By ROB HAMILTON
As the Honda Indy 200 at Mid-Ohio Sports Car Course gets closer, IndyCar drivers are starting to look forward to their trip to Morrow County for the event, which runs from July 31 to Aug. 2.
In his first year with Team Penske, Simon Pagenaud is definitely one of those drivers. Currently 10th in the season points standings, Pagenaud has a history of success at Mid-Ohio. In his first year competing in IndyCar (2011), he finished 13th, but then has been third, second and ninth the previous three years.
“I love that track — it’s very similar to European tracks I’ve raced,” he said. “You can push it to the limits of the Indy cars. I think we’ll have a great race.”
This year has been a bit of an adjustment for Pagenaud, who had finished fifth, third and fifth in the points standings the past three years competing for Schmidt Peterson Motorsports before making the move to Penske.
“It’s a transition,” he said. “This is a fantastic race team and the future is bright. Right now, we’re just building. The performance has been awesome and when you qualify so well, you want to finish well. I’m really excited about the future.”

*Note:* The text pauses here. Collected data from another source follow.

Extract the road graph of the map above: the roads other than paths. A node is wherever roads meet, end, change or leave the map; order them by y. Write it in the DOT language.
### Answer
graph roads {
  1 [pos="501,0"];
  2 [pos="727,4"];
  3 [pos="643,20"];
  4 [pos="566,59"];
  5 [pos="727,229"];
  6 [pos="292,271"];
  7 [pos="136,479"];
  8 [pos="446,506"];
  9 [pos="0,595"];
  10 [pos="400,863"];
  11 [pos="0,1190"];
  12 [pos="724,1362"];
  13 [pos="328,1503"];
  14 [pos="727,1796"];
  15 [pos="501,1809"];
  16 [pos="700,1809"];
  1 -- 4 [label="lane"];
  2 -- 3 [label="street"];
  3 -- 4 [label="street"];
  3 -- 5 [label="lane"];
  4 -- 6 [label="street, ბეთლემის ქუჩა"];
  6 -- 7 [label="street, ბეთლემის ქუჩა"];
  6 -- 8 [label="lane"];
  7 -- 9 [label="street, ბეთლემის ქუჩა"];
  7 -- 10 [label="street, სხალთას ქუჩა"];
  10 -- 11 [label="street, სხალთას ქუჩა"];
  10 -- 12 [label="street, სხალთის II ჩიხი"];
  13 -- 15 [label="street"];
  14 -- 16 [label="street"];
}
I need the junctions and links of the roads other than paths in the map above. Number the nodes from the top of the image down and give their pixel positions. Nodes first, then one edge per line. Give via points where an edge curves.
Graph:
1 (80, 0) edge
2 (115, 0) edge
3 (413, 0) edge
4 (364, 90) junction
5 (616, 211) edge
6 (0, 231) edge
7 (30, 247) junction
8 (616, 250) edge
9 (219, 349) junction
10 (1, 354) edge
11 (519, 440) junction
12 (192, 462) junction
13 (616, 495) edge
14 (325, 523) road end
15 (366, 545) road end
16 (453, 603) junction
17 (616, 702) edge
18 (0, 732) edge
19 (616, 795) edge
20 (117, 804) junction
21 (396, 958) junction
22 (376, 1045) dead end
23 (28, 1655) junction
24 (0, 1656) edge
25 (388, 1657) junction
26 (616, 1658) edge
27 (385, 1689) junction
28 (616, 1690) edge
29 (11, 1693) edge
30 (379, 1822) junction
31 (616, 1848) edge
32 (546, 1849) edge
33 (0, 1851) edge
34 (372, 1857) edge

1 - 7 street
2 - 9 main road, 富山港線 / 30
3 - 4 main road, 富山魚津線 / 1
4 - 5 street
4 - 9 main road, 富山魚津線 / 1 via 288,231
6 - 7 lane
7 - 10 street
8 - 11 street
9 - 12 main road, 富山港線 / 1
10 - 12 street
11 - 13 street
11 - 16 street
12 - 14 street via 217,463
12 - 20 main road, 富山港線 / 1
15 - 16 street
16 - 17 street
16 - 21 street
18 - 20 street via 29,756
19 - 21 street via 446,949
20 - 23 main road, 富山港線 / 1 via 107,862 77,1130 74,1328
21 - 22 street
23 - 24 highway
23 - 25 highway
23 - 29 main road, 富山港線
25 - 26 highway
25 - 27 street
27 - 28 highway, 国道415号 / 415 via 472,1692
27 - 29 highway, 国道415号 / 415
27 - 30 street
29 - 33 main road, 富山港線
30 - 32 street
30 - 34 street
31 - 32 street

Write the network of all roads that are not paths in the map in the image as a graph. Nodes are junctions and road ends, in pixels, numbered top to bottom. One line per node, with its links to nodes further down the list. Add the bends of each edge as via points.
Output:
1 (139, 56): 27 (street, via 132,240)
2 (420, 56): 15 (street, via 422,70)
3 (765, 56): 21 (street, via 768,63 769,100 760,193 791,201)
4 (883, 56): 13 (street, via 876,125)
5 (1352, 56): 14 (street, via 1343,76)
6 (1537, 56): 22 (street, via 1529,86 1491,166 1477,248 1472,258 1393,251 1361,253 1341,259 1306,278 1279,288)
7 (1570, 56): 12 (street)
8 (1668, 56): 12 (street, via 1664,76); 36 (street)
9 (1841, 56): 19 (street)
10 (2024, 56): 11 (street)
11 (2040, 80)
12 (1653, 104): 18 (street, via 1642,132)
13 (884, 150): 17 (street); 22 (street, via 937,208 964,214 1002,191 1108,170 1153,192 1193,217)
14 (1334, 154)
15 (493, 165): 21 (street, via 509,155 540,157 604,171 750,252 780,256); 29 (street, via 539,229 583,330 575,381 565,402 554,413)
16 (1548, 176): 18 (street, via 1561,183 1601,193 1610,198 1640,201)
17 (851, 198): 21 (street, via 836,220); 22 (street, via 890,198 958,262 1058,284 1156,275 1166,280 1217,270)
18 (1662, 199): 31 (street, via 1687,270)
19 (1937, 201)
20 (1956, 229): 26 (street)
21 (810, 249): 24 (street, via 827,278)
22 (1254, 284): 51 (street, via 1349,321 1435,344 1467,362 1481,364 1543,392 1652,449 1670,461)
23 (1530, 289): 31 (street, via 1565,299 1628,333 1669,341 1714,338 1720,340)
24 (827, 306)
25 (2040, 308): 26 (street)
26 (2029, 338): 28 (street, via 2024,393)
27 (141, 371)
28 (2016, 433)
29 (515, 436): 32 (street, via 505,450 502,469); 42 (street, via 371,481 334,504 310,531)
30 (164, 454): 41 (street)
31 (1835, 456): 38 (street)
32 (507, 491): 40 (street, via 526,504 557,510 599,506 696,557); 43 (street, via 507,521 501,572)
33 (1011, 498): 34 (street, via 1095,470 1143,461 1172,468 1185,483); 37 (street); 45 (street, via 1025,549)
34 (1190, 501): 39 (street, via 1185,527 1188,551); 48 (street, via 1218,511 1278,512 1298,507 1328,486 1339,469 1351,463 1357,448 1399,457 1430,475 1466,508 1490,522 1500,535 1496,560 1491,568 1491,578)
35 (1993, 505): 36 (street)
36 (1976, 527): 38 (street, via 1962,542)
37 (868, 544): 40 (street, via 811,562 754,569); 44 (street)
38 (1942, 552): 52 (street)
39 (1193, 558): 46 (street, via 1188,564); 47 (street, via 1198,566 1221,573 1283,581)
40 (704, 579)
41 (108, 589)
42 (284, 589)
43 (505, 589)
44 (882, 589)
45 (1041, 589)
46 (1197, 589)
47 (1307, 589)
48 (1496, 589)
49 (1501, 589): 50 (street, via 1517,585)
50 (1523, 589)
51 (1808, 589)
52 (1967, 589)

One thing that is helping the French native is his long-term relationship with engineer Ben Bretzman, whom he’s worked with since before entering IndyCar in 2011. After having competed in several other racing series previously, starting with French Formula Renault in 2002, he also credited his former Schmidt Peterson team.
“We knew each other before IndyCar, which helped us get up to speed,” he said. “Obviously, we had a team at the time that did everything they could to give me good equipment.”
Pagenaud appreciated that help, as he considers IndyCar to be the most challenging series he has run in.
“When you go from one (series) to another, you have to learn the little details,” he said. “Indy is the most challenging to win a race. You’ll never figure it out completely — there’s always more to find.”
He explained a few of the things he’s had to learn since joining IndyCar.
“On the driver’s side, there’s how you come out of the pits on cold tires or come into a dirty or bumpy pit lane,” he noted. “Sometimes you can have the best strategy and it doesn’t work out.”
Pagenaud added that a course like Mid-Ohio offers its own set of challenges.
“The combination of corners and elevation changes,” he said when asked about the more interesting aspects of the road course. “It’s the little tricks and things you have to do with the car to stick on the track. Some times, you’re not using conventional race lines to make things very interesting.”
While he noted that having good pit stops was very important to having a good day at Mid-Ohio, Pagenaud added that some of the most important work at that track can be accomplished during Saturday’s qualifying session.
“I think it’s most important to qualify well,” he said. “Since passing is not that easy there, that’s a good advantage. It helps to get some good lap times and to save some fuel.”